- PROBLEM STATEMENT
Copy the records below word for word, leaving out nothing.

- DATA PROVIDED
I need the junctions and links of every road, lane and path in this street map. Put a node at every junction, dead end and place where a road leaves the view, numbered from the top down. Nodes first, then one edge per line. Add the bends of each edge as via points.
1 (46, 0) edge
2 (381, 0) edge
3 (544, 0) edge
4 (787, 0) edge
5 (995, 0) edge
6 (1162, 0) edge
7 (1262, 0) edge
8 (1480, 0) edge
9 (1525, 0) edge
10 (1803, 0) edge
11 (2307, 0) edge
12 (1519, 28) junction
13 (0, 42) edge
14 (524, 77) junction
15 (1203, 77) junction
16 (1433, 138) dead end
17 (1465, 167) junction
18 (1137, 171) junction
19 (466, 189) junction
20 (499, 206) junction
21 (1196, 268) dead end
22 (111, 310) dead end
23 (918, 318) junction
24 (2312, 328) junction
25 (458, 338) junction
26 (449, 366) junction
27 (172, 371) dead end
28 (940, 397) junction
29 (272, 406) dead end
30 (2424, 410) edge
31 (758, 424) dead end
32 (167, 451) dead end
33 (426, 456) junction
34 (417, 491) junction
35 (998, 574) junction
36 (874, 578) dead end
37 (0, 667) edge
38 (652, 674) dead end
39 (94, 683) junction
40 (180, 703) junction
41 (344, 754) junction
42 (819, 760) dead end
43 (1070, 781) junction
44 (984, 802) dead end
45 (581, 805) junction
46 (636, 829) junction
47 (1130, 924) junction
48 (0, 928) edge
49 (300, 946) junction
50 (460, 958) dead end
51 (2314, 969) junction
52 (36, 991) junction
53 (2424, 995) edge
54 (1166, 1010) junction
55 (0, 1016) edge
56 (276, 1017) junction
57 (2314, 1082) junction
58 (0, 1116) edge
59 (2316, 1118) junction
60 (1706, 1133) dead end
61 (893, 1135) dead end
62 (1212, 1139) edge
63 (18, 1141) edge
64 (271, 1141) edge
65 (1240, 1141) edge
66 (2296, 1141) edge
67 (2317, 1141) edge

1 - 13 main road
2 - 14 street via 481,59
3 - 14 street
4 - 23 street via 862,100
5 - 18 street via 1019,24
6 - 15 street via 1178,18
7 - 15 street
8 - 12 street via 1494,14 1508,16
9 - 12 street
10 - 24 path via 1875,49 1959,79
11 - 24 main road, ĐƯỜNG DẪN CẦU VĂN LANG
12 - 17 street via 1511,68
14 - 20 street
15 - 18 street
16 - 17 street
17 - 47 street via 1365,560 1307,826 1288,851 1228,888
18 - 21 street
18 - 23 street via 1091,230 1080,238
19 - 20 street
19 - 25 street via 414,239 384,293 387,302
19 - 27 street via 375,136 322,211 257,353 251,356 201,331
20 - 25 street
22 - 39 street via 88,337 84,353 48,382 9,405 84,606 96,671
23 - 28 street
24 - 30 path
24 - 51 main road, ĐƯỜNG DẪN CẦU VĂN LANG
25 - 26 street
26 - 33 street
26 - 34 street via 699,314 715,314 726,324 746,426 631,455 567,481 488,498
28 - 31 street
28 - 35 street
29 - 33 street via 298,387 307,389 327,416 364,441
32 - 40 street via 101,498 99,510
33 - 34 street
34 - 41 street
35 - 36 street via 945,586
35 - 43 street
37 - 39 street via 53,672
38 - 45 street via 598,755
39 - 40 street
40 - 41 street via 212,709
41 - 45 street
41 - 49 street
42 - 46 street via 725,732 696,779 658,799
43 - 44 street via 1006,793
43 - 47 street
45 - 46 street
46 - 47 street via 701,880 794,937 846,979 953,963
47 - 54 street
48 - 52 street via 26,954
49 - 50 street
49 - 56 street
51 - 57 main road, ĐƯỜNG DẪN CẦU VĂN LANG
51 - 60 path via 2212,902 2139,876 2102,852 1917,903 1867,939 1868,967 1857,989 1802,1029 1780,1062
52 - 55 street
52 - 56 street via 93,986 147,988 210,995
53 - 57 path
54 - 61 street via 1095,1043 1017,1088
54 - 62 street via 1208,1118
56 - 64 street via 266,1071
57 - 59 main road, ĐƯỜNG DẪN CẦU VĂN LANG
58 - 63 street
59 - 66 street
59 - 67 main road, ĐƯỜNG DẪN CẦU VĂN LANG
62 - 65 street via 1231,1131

- TASK SOLUTION
I need the junctions and links of every road, lane and path in this street map. Put a node at every junction, dead end and place where a road leaves the view, numbered from the top down. Nodes first, then one edge per line. Add the bends of each edge as via points.
1 (46, 0) edge
2 (381, 0) edge
3 (544, 0) edge
4 (787, 0) edge
5 (995, 0) edge
6 (1162, 0) edge
7 (1262, 0) edge
8 (1480, 0) edge
9 (1525, 0) edge
10 (1803, 0) edge
11 (2307, 0) edge
12 (1519, 28) junction
13 (0, 42) edge
14 (524, 77) junction
15 (1203, 77) junction
16 (1433, 138) dead end
17 (1465, 167) junction
18 (1137, 171) junction
19 (466, 189) junction
20 (499, 206) junction
21 (1196, 268) dead end
22 (111, 310) dead end
23 (918, 318) junction
24 (2312, 328) junction
25 (458, 338) junction
26 (449, 366) junction
27 (172, 371) dead end
28 (940, 397) junction
29 (272, 406) dead end
30 (2424, 410) edge
31 (758, 424) dead end
32 (167, 451) dead end
33 (426, 456) junction
34 (417, 491) junction
35 (998, 574) junction
36 (874, 578) dead end
37 (0, 667) edge
38 (652, 674) dead end
39 (94, 683) junction
40 (180, 703) junction
41 (344, 754) junction
42 (819, 760) dead end
43 (1070, 781) junction
44 (984, 802) dead end
45 (581, 805) junction
46 (636, 829) junction
47 (1130, 924) junction
48 (0, 928) edge
49 (300, 946) junction
50 (460, 958) dead end
51 (2314, 969) junction
52 (36, 991) junction
53 (2424, 995) edge
54 (1166, 1010) junction
55 (0, 1016) edge
56 (276, 1017) junction
57 (2314, 1082) junction
58 (0, 1116) edge
59 (2316, 1118) junction
60 (1706, 1133) dead end
61 (893, 1135) dead end
62 (1212, 1139) edge
63 (18, 1141) edge
64 (271, 1141) edge
65 (1240, 1141) edge
66 (2296, 1141) edge
67 (2317, 1141) edge

1 - 13 main road
2 - 14 street via 481,59
3 - 14 street
4 - 23 street via 862,100
5 - 18 street via 1019,24
6 - 15 street via 1178,18
7 - 15 street
8 - 12 street via 1494,14 1508,16
9 - 12 street
10 - 24 path via 1875,49 1959,79
11 - 24 main road, ĐƯỜNG DẪN CẦU VĂN LANG
12 - 17 street via 1511,68
14 - 20 street
15 - 18 street
16 - 17 street
17 - 47 street via 1365,560 1307,826 1288,851 1228,888
18 - 21 street
18 - 23 street via 1091,230 1080,238
19 - 20 street
19 - 25 street via 414,239 384,293 387,302
19 - 27 street via 375,136 322,211 257,353 251,356 201,331
20 - 25 street
22 - 39 street via 88,337 84,353 48,382 9,405 84,606 96,671
23 - 28 street
24 - 30 path
24 - 51 main road, ĐƯỜNG DẪN CẦU VĂN LANG
25 - 26 street
26 - 33 street
26 - 34 street via 699,314 715,314 726,324 746,426 631,455 567,481 488,498
28 - 31 street
28 - 35 street
29 - 33 street via 298,387 307,389 327,416 364,441
32 - 40 street via 101,498 99,510
33 - 34 street
34 - 41 street
35 - 36 street via 945,586
35 - 43 street
37 - 39 street via 53,672
38 - 45 street via 598,755
39 - 40 street
40 - 41 street via 212,709
41 - 45 street
41 - 49 street
42 - 46 street via 725,732 696,779 658,799
43 - 44 street via 1006,793
43 - 47 street
45 - 46 street
46 - 47 street via 701,880 794,937 846,979 953,963
47 - 54 street
48 - 52 street via 26,954
49 - 50 street
49 - 56 street
51 - 57 main road, ĐƯỜNG DẪN CẦU VĂN LANG
51 - 60 path via 2212,902 2139,876 2102,852 1917,903 1867,939 1868,967 1857,989 1802,1029 1780,1062
52 - 55 street
52 - 56 street via 93,986 147,988 210,995
53 - 57 path
54 - 61 street via 1095,1043 1017,1088
54 - 62 street via 1208,1118
56 - 64 street via 266,1071
57 - 59 main road, ĐƯỜNG DẪN CẦU VĂN LANG
58 - 63 street
59 - 66 street
59 - 67 main road, ĐƯỜNG DẪN CẦU VĂN LANG
62 - 65 street via 1231,1131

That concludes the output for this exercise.